**Information shown**
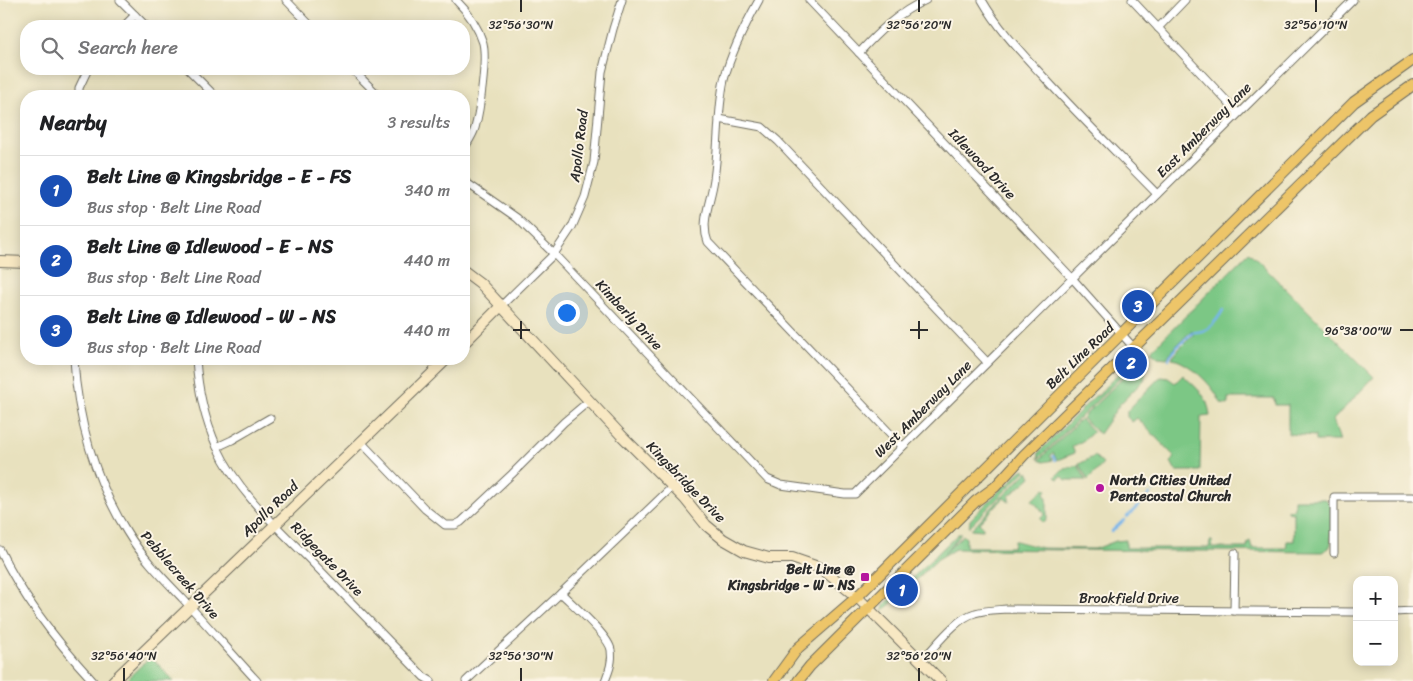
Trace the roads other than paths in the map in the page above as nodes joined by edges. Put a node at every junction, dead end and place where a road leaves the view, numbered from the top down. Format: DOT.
graph roads {
  1 [pos="120,0"];
  2 [pos="286,0"];
  3 [pos="456,0"];
  4 [pos="622,0"];
  5 [pos="759,0"];
  6 [pos="809,0"];
  7 [pos="926,0"];
  8 [pos="982,0"];
  9 [pos="1132,0"];
  10 [pos="1185,0"];
  11 [pos="1353,0"];
  12 [pos="134,15"];
  13 [pos="129,20"];
  14 [pos="139,20"];
  15 [pos="305,20"];
  16 [pos="1158,28"];
  17 [pos="859,53"];
  18 [pos="1413,60"];
  19 [pos="85,75"];
  20 [pos="194,75"];
  21 [pos="358,75"];
  22 [pos="1413,85"];
  23 [pos="80,90"];
  24 [pos="209,90"];
  25 [pos="373,90"];
  26 [pos="1238,113"];
  27 [pos="719,119"];
  28 [pos="470,138"];
  29 [pos="470,185"];
  30 [pos="1157,194"];
  31 [pos="554,254"];
  32 [pos="0,262"];
  33 [pos="20,262"];
  34 [pos="470,276"];
  35 [pos="1072,278"];
  36 [pos="501,306"];
  37 [pos="1122,334"];
  38 [pos="470,337"];
  39 [pos="1134,348"];
  40 [pos="987,362"];
  41 [pos="74,365"];
  42 [pos="196,365"];
  43 [pos="441,365"];
  44 [pos="589,400"];
  45 [pos="270,418"];
  46 [pos="361,442"];
  47 [pos="1011,442"];
  48 [pos="902,446"];
  49 [pos="217,447"];
  50 [pos="1024,455"];
  51 [pos="767,479"];
  52 [pos="672,487"];
  53 [pos="1413,497"];
  54 [pos="274,524"];
  55 [pos="0,550"];
  56 [pos="1235,553"];
  57 [pos="1334,553"];
  58 [pos="561,594"];
  59 [pos="857,597"];
  60 [pos="189,606"];
  61 [pos="868,608"];
  62 [pos="1234,611"];
  63 [pos="1413,611"];
  64 [pos="1353,612"];
  65 [pos="1398,612"];
  66 [pos="921,661"];
  67 [pos="93,681"];
  68 [pos="113,681"];
  69 [pos="257,681"];
  70 [pos="431,681"];
  71 [pos="466,681"];
  72 [pos="605,681"];
  73 [pos="774,681"];
  74 [pos="798,681"];
  75 [pos="941,681"];
  1 -- 12 [label="street"];
  2 -- 15 [label="street"];
  3 -- 28 [label="street"];
  4 -- 31 [label="street, Apollo Road"];
  5 -- 27 [label="street"];
  6 -- 17 [label="street, Idlewood Drive"];
  7 -- 17 [label="street"];
  8 -- 30 [label="street"];
  9 -- 16 [label="street"];
  10 -- 16 [label="street"];
  11 -- 26 [label="street, East Amberway Lane"];
  12 -- 13 [label="street"];
  12 -- 14 [label="street"];
  16 -- 26 [label="street"];
  17 -- 35 [label="street, Idlewood Drive"];
  18 -- 37 [label="main road, Belt Line Road"];
  19 -- 23 [label="street"];
  20 -- 24 [label="street"];
  21 -- 25 [label="street"];
  22 -- 39 [label="main road"];
  26 -- 30 [label="street, East Amberway Lane"];
  27 -- 40 [label="street"];
  27 -- 48 [label="street"];
  29 -- 31 [label="street, Kimberly Drive"];
  30 -- 35 [label="street, East Amberway Lane"];
  31 -- 36 [label="street, Apollo Road"];
  31 -- 51 [label="street, Kimberly Drive"];
  32 -- 33 [label="street"];
  34 -- 36 [label="street, Kingsbridge Drive"];
  35 -- 37 [label="street, Idlewood Drive"];
  35 -- 40 [label="street, West Amberway Lane"];
  36 -- 38 [label="street, Apollo Road"];
  36 -- 44 [label="street, Kingsbridge Drive"];
  37 -- 39 [label="street, Idlewood Drive"];
  37 -- 47 [label="main road, Belt Line Road"];
  39 -- 50 [label="main road"];
  40 -- 48 [label="street, West Amberway Lane"];
  41 -- 60 [label="street, Pebblecreek Drive"];
  42 -- 49 [label="street, Ridgegate Drive"];
  43 -- 46 [label="street, Apollo Road"];
  44 -- 46 [label="street"];
  44 -- 52 [label="street, Kingsbridge Drive"];
  45 -- 49 [label="street"];
  46 -- 54 [label="street, Apollo Road"];
  47 -- 50 [label="main road"];
  47 -- 59 [label="main road, Belt Line Road"];
  48 -- 51 [label="street, West Amberway Lane"];
  49 -- 54 [label="street, Ridgegate Drive"];
  50 -- 61 [label="main road"];
  52 -- 58 [label="street"];
  52 -- 59 [label="street, Kingsbridge Drive"];
  53 -- 57 [label="street"];
  54 -- 60 [label="street, Apollo Road"];
  54 -- 70 [label="street, Ridgegate Drive"];
  55 -- 67 [label="street"];
  56 -- 62 [label="street"];
  58 -- 71 [label="street"];
  58 -- 72 [label="street"];
  59 -- 61 [label="street, Kingsbridge Drive"];
  59 -- 73 [label="main road, Belt Line Road"];
  60 -- 68 [label="street, Apollo Road"];
  60 -- 69 [label="street, Pebblecreek Drive"];
  61 -- 66 [label="street, Kingsbridge Drive"];
  61 -- 74 [label="main road"];
  62 -- 64 [label="street, Brookfield Drive"];
  62 -- 66 [label="street, Brookfield Drive"];
  63 -- 65 [label="street"];
  66 -- 75 [label="street, Kingsbridge Drive"];
}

**Exercise requirements**
An exact copy of every record above is needed, with all pictures left out.

**Answer below**
Trace the roads other than paths in the map in the page above as nodes joined by edges. Put a node at every junction, dead end and place where a road leaves the view, numbered from the top down. Format: DOT.
graph roads {
  1 [pos="120,0"];
  2 [pos="286,0"];
  3 [pos="456,0"];
  4 [pos="622,0"];
  5 [pos="759,0"];
  6 [pos="809,0"];
  7 [pos="926,0"];
  8 [pos="982,0"];
  9 [pos="1132,0"];
  10 [pos="1185,0"];
  11 [pos="1353,0"];
  12 [pos="134,15"];
  13 [pos="129,20"];
  14 [pos="139,20"];
  15 [pos="305,20"];
  16 [pos="1158,28"];
  17 [pos="859,53"];
  18 [pos="1413,60"];
  19 [pos="85,75"];
  20 [pos="194,75"];
  21 [pos="358,75"];
  22 [pos="1413,85"];
  23 [pos="80,90"];
  24 [pos="209,90"];
  25 [pos="373,90"];
  26 [pos="1238,113"];
  27 [pos="719,119"];
  28 [pos="470,138"];
  29 [pos="470,185"];
  30 [pos="1157,194"];
  31 [pos="554,254"];
  32 [pos="0,262"];
  33 [pos="20,262"];
  34 [pos="470,276"];
  35 [pos="1072,278"];
  36 [pos="501,306"];
  37 [pos="1122,334"];
  38 [pos="470,337"];
  39 [pos="1134,348"];
  40 [pos="987,362"];
  41 [pos="74,365"];
  42 [pos="196,365"];
  43 [pos="441,365"];
  44 [pos="589,400"];
  45 [pos="270,418"];
  46 [pos="361,442"];
  47 [pos="1011,442"];
  48 [pos="902,446"];
  49 [pos="217,447"];
  50 [pos="1024,455"];
  51 [pos="767,479"];
  52 [pos="672,487"];
  53 [pos="1413,497"];
  54 [pos="274,524"];
  55 [pos="0,550"];
  56 [pos="1235,553"];
  57 [pos="1334,553"];
  58 [pos="561,594"];
  59 [pos="857,597"];
  60 [pos="189,606"];
  61 [pos="868,608"];
  62 [pos="1234,611"];
  63 [pos="1413,611"];
  64 [pos="1353,612"];
  65 [pos="1398,612"];
  66 [pos="921,661"];
  67 [pos="93,681"];
  68 [pos="113,681"];
  69 [pos="257,681"];
  70 [pos="431,681"];
  71 [pos="466,681"];
  72 [pos="605,681"];
  73 [pos="774,681"];
  74 [pos="798,681"];
  75 [pos="941,681"];
  1 -- 12 [label="street"];
  2 -- 15 [label="street"];
  3 -- 28 [label="street"];
  4 -- 31 [label="street, Apollo Road"];
  5 -- 27 [label="street"];
  6 -- 17 [label="street, Idlewood Drive"];
  7 -- 17 [label="street"];
  8 -- 30 [label="street"];
  9 -- 16 [label="street"];
  10 -- 16 [label="street"];
  11 -- 26 [label="street, East Amberway Lane"];
  12 -- 13 [label="street"];
  12 -- 14 [label="street"];
  16 -- 26 [label="street"];
  17 -- 35 [label="street, Idlewood Drive"];
  18 -- 37 [label="main road, Belt Line Road"];
  19 -- 23 [label="street"];
  20 -- 24 [label="street"];
  21 -- 25 [label="street"];
  22 -- 39 [label="main road"];
  26 -- 30 [label="street, East Amberway Lane"];
  27 -- 40 [label="street"];
  27 -- 48 [label="street"];
  29 -- 31 [label="street, Kimberly Drive"];
  30 -- 35 [label="street, East Amberway Lane"];
  31 -- 36 [label="street, Apollo Road"];
  31 -- 51 [label="street, Kimberly Drive"];
  32 -- 33 [label="street"];
  34 -- 36 [label="street, Kingsbridge Drive"];
  35 -- 37 [label="street, Idlewood Drive"];
  35 -- 40 [label="street, West Amberway Lane"];
  36 -- 38 [label="street, Apollo Road"];
  36 -- 44 [label="street, Kingsbridge Drive"];
  37 -- 39 [label="street, Idlewood Drive"];
  37 -- 47 [label="main road, Belt Line Road"];
  39 -- 50 [label="main road"];
  40 -- 48 [label="street, West Amberway Lane"];
  41 -- 60 [label="street, Pebblecreek Drive"];
  42 -- 49 [label="street, Ridgegate Drive"];
  43 -- 46 [label="street, Apollo Road"];
  44 -- 46 [label="street"];
  44 -- 52 [label="street, Kingsbridge Drive"];
  45 -- 49 [label="street"];
  46 -- 54 [label="street, Apollo Road"];
  47 -- 50 [label="main road"];
  47 -- 59 [label="main road, Belt Line Road"];
  48 -- 51 [label="street, West Amberway Lane"];
  49 -- 54 [label="street, Ridgegate Drive"];
  50 -- 61 [label="main road"];
  52 -- 58 [label="street"];
  52 -- 59 [label="street, Kingsbridge Drive"];
  53 -- 57 [label="street"];
  54 -- 60 [label="street, Apollo Road"];
  54 -- 70 [label="street, Ridgegate Drive"];
  55 -- 67 [label="street"];
  56 -- 62 [label="street"];
  58 -- 71 [label="street"];
  58 -- 72 [label="street"];
  59 -- 61 [label="street, Kingsbridge Drive"];
  59 -- 73 [label="main road, Belt Line Road"];
  60 -- 68 [label="street, Apollo Road"];
  60 -- 69 [label="street, Pebblecreek Drive"];
  61 -- 66 [label="street, Kingsbridge Drive"];
  61 -- 74 [label="main road"];
  62 -- 64 [label="street, Brookfield Drive"];
  62 -- 66 [label="street, Brookfield Drive"];
  63 -- 65 [label="street"];
  66 -- 75 [label="street, Kingsbridge Drive"];
}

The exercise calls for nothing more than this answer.